Sewaktu berumur 17 tahun ia telah dikenal sebagai dokter dan atas
panggilan Istana pernah mengobati pangeran Nuh Ibn Mansur sehingga pulih
kembali kesehatannya. Sejak itu, Ibnu Sina mendapat sambutan baik sekali, dan
dapat pula mengunjungi perpustakaan yang penuh dengan buku - buku yang sukar
didapat, kemudian dibacanya dengan segala keasyikan. Karena sesuatu hal,
perpustakaan tersebut terbakar, maka tuduhan orang ditimpakan kepadanya, bahwa
ia sengaja membakarnya, agar orang lain tidak bisa lagi mengambil manfaat dari
perpustakaan itu .Kemampuan Ibnu Sina dalam bidang
filsafat dan kedokteran, kedua duanya sama beratnya. Dalam bidang kedokteran
dia mempersembahkan Al-Qanun fit-Thibb-nya, dimana ilmu kedokteran
modern mendapat pelajaran, sebab kitab ini selain lengkap, disusunnya secara
sistematis.
Dalam bidang materia medeica, Ibnu Sina telah banyak menemukan
bahan nabati baru Zanthoxyllum budrunga - dimana tumbuh - tumbuhan
banayak membantu terhadap bebebrapa penyakit tertentu seperti radang selaput
otak (miningitis).
Ibnu Sina pula sebagai orang pertama yang menemukan peredaran darah
manusia, dimana enam ratus tahun kemudian disempurnakan oleh William Harvey.
Dia pulalah yang pertama kali mengatakan bahwa bayi selama masih dalam
kandungan mengambil makanannya lewat tali pusarnya.

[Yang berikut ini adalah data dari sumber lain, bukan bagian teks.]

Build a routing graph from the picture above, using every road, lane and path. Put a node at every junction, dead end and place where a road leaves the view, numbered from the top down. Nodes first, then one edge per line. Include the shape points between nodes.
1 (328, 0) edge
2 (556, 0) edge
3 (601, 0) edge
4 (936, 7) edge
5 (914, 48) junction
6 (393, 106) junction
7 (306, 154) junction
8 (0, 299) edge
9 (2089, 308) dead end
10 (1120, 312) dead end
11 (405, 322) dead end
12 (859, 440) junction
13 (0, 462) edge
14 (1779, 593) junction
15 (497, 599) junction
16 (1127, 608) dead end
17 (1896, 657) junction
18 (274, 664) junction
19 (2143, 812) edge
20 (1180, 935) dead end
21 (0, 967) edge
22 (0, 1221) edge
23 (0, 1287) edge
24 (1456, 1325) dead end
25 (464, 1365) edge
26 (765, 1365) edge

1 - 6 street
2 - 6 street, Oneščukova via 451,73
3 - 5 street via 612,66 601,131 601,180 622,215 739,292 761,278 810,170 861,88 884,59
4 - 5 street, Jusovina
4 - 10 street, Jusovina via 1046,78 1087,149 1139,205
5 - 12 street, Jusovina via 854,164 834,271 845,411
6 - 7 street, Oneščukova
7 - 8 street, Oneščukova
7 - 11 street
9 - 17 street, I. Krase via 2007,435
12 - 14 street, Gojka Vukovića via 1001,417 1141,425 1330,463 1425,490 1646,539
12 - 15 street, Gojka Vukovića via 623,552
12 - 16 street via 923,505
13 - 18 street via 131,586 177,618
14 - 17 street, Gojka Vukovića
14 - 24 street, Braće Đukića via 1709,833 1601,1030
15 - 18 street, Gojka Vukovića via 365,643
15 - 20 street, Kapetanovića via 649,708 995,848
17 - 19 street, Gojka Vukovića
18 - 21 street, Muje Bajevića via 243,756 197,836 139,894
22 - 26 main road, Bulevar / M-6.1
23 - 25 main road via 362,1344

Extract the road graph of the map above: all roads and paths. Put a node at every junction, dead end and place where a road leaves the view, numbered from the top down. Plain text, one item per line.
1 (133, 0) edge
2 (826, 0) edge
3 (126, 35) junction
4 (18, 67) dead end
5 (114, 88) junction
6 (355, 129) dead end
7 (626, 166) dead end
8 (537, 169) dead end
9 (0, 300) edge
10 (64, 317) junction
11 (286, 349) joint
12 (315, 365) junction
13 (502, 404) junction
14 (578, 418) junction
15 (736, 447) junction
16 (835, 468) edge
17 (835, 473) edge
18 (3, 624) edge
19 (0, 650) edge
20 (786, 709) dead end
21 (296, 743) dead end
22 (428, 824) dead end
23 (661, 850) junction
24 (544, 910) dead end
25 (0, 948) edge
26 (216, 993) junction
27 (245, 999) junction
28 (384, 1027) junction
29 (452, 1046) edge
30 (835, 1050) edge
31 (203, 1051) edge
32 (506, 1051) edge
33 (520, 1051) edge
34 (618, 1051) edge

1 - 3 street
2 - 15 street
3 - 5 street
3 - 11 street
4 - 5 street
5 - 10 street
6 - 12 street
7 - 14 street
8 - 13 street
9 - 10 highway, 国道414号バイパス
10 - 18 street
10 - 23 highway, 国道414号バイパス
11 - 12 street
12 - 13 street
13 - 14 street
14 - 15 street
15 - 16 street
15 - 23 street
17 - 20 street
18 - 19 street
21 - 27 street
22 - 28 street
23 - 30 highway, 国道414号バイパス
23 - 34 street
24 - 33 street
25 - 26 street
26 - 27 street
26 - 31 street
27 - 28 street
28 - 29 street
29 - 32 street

Dia jugalah yang mula - mula mempraktekkan pembedahan penyakit -
penyakit bengkak yang ganas, dan menjahitnya. Dan last but not list dia
juga terkenal sebagai dokter ahli jiwa dengan cara - cara modern yang kini
disebut psikoterapi.
Dibidang filsafat, Ibnu Sina dianggap sebagai imam para filosof di
masanya, bahkan sebelum dan sesudahnya. Ibnu Sina otodidak dan genius orisinil
yang bukan hanya dunia Islam menyanjungnya ia memang merupakan satu bintang
gemerlapan memancarkan cahaya sendiri, yang bukan pinjaman sehingga Roger
Bacon, filosof kenamaan dari Eropa Barat pada Abad Pertengahan menyatakan dalam
Regacy of Islam-nya Alfred Gullaume; “Sebagian besar filsafat
Aristoteles sedikitpun tak dapat memberi pengaruh di Barat, karena kitabnya
tersembunyi entah dimana, dan sekiranya ada, sangat sukar sekali didapatnya dan
sangat susah dipahami dan digemari orang karena peperangan - peperangan yang
meraja lela di sebeleah Timur, sampai saatnya Ibnu Sina dan Ibnu Rusyd dan juga
pujangga Timur lain membuktikan kembali falsafah Aristoteles disertai dengan
penerangan dan keterangan yang luas.”
Selain kepandaiannya sebagai flosof dan dokter, iapun penyair. Ilmu -
ilmu pengetahuan seperti ilmu jiwa, kedokteran dan kimia ada yang ditulisnya
dalam bentuk syair. Begitu pula didapati buku - buku yang dikarangnya untuk
ilmu logika dengan syair.
Kebanyakan buku - bukunya telah disalin kedalam bahasa Latin. Ketika
orang - orang Eropa diabad tengah, mulai mempergunakan buku - buku itu sebagai
textbook, dipelbagai universitas. Oleh karena itu nama Ibnu Sina dalam abad
pertengahan di Eropah sangat berpengaruh.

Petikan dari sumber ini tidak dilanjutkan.